17.3 InnoDB 多版本控制
InnoDB
is a multi-version storage engine. It keeps information about old versions of changed rows to support transactional features such as concurrency and rollback. This information is stored in undo tablespaces in a data structure called a rollback segment. See Section 17.6.3.4, “Undo Tablespaces”. InnoDB
uses the information in the rollback segment to perform the undo operations needed in a transaction rollback. It also uses the information to build earlier versions of a row for a consistent read. See Section 17.7.2.3, “Consistent Nonlocking Reads”.
Internally, InnoDB
adds three fields to each row stored in the database:
-
A 6-byte
DB_TRX_ID
field indicates the transaction identifier for the last transaction that inserted or updated the row. Also, a deletion is treated internally as an update where a special bit in the row is set to mark it as deleted. -
A 7-byte
DB_ROLL_PTR
field called the roll pointer. The roll pointer points to an undo log record written to the rollback segment. If the row was updated, the undo log record contains the information necessary to rebuild the content of the row before it was updated. -
A 6-byte
DB_ROW_ID
field contains a row ID that increases monotonically as new rows are inserted. IfInnoDB
generates a clustered index automatically, the index contains row ID values. Otherwise, theDB_ROW_ID
column does not appear in any index.
Undo logs in the rollback segment are divided into insert and update undo logs. Insert undo logs are needed only in transaction rollback and can be discarded as soon as the transaction commits. Update undo logs are used also in consistent reads, but they can be discarded only after there is no transaction present for which InnoDB
has assigned a snapshot that in a consistent read could require the information in the update undo log to build an earlier version of a database row. For additional information about undo logs, see Section 17.6.6, “Undo Logs”.

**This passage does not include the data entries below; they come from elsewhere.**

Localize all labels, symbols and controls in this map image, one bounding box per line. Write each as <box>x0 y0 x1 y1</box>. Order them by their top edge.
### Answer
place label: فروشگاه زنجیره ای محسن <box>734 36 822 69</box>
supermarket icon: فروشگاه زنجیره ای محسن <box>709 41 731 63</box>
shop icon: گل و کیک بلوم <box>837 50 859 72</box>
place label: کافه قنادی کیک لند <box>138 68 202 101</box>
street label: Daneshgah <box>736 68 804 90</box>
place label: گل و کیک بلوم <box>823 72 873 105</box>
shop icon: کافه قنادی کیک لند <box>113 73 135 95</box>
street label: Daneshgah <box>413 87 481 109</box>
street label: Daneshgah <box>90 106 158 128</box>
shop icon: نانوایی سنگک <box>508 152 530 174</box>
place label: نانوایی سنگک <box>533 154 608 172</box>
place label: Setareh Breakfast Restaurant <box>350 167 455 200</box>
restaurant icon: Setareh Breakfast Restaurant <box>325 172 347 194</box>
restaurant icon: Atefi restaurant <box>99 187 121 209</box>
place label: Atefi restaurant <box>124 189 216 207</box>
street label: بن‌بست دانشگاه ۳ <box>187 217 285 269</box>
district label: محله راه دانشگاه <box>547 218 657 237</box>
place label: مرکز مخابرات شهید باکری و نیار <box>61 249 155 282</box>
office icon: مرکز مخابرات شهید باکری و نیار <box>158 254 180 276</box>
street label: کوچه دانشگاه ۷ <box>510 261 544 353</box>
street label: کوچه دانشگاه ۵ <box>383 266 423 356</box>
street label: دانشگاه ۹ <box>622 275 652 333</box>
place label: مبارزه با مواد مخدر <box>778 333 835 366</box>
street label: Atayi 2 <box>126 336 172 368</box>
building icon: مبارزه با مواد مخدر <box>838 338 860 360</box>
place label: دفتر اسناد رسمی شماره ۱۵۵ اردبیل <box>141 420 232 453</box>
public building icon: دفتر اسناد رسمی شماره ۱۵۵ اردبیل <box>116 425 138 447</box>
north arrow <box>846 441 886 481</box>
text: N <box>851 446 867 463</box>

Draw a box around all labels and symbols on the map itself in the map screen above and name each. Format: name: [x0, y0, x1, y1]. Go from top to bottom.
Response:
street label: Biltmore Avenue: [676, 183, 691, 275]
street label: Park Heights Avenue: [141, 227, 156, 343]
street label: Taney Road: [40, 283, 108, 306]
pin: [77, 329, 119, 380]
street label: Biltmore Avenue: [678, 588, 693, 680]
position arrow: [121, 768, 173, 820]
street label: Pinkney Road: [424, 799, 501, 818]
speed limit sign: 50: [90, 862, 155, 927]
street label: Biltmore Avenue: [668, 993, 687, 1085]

It is recommend that you commit transactions regularly, including transactions that issue only consistent reads. Otherwise, InnoDB
cannot discard data from the update undo logs, and the rollback segment may grow too big, filling up the undo tablespace in which it resides. For information about managing undo tablespaces, see Section 17.6.3.4, “Undo Tablespaces”.
The physical size of an undo log record in the rollback segment is typically smaller than the corresponding inserted or updated row. You can use this information to calculate the space needed for your rollback segment.
In the InnoDB
multi-versioning scheme, a row is not physically removed from the database immediately when you delete it with an SQL statement. InnoDB
only physically removes the corresponding row and its index records when it discards the update undo log record written for the deletion. This removal operation is called a purge, and it is quite fast, usually taking the same order of time as the SQL statement that did the deletion.
If you insert and delete rows in smallish batches at about the same rate in the table, the purge thread can start to lag behind and the table can grow bigger and bigger because of all the “dead” rows, making everything disk-bound and very slow. In such cases, throttle new row operations, and allocate more resources to the purge thread by tuning the innodb_max_purge_lag
system variable. For more information, see Section 17.8.9, “Purge Configuration”.
Multi-Versioning and Secondary 索引
InnoDB
multiversion concurrency control (MVCC) treats secondary indexes differently than clustered indexes. Records in a clustered index are updated in-place, and their hidden system columns point undo log entries from which earlier versions of records can be reconstructed. Unlike clustered index records, secondary index records do not contain hidden system columns nor are they updated in-place.
When a secondary index column is updated, old secondary index records are delete-marked, new records are inserted, and delete-marked records are eventually purged. When a secondary index record is delete-marked or the secondary index page is updated by a newer transaction, InnoDB
looks up the database record in the clustered index. In the clustered index, the record's DB_TRX_ID
is checked, and the correct version of the record is retrieved from the undo log if the record was modified after the reading transaction was initiated.
If a secondary index record is marked for deletion or the secondary index page is updated by a newer transaction, the covering index technique is not used. Instead of returning values from the index structure, InnoDB
looks up the record in the clustered index.
However, if the index condition pushdown (ICP) optimization is enabled, and parts of the WHERE
condition can be evaluated using only fields from the index, the MySQL server still pushes this part of the WHERE
condition down to the storage engine where it is evaluated using the index. If no matching records are found, the clustered index lookup is avoided. If matching records are found, even among delete-marked records, InnoDB
looks up the record in the clustered index.